## [What the task requires]
Report each line of the listing that carries the word "ring".

## [Data section]

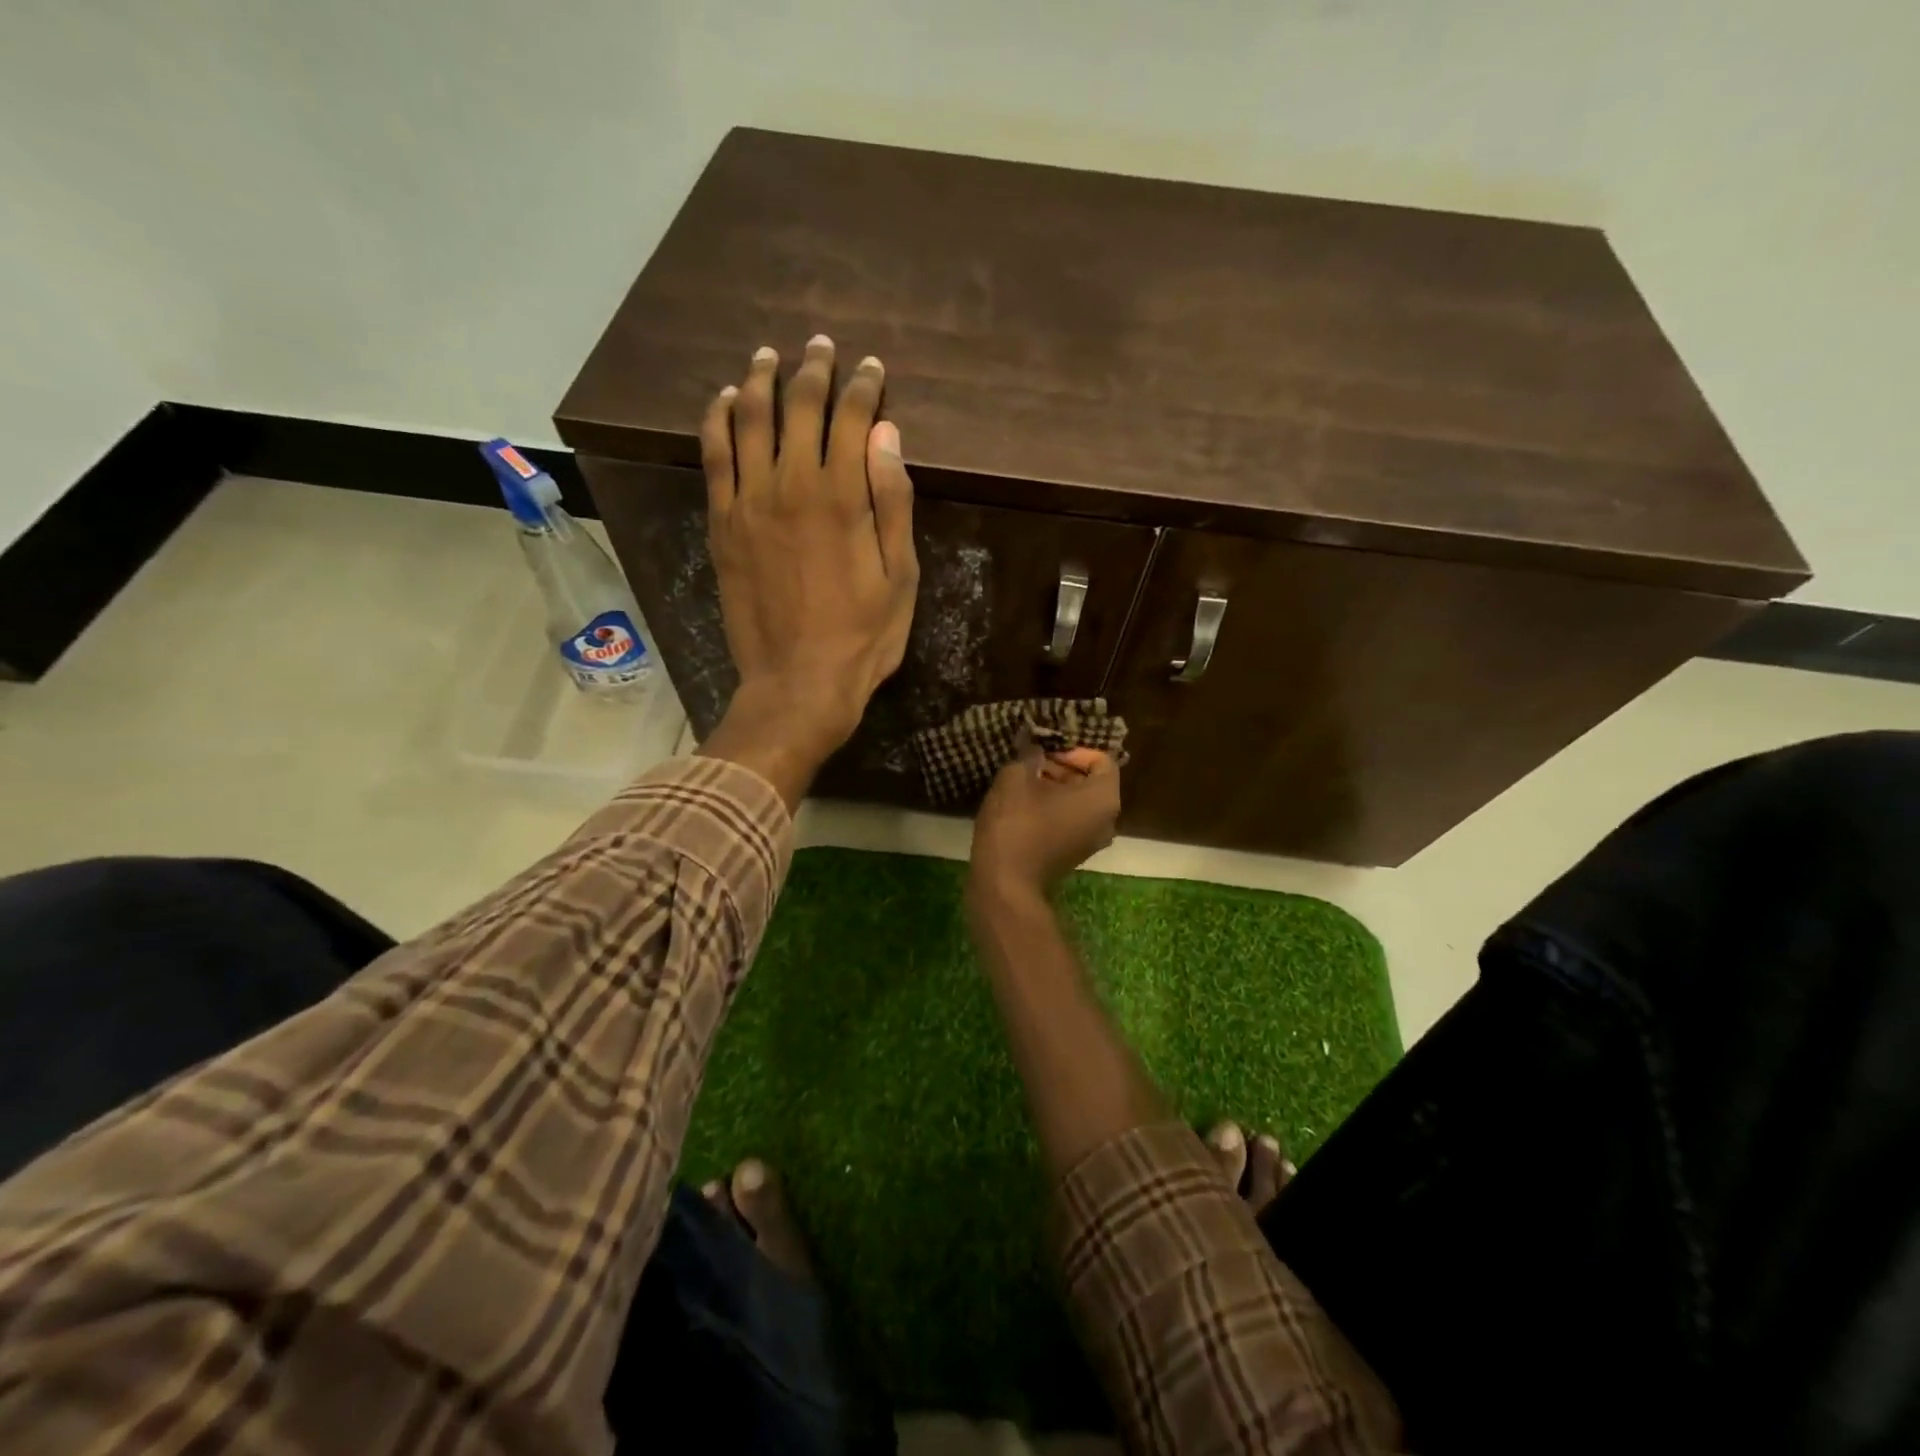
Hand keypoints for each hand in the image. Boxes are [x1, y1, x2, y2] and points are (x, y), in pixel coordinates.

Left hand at [696, 336, 918, 804]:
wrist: (797, 684)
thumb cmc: (862, 637)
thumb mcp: (900, 577)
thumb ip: (893, 502)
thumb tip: (885, 433)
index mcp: (842, 497)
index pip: (852, 418)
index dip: (864, 387)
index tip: (872, 369)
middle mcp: (790, 485)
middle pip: (799, 408)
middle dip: (814, 370)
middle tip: (822, 347)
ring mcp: (747, 502)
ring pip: (749, 419)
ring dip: (760, 380)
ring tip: (768, 356)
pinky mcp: (721, 524)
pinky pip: (713, 456)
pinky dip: (717, 419)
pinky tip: (723, 400)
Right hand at [969, 736, 1121, 903]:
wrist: (1005, 883)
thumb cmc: (1016, 824)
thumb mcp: (1016, 777)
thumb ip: (1029, 755)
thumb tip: (1034, 747)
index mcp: (1103, 798)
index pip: (1101, 759)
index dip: (1072, 750)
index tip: (1044, 752)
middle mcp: (1107, 820)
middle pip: (1091, 781)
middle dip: (1061, 767)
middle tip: (1029, 763)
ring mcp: (1092, 841)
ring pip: (1079, 802)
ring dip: (1054, 787)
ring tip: (1022, 781)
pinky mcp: (1073, 855)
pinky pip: (1070, 820)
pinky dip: (1052, 809)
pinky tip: (1022, 805)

## [Exercise answer]
ring mcp: (747, 502)
ring pip: (749, 419)
ring dip: (760, 380)
ring tip: (768, 356)
ring mcp: (1092, 841)
ring pip: (1079, 802)
ring dip: (1054, 787)
ring tip: (1022, 781)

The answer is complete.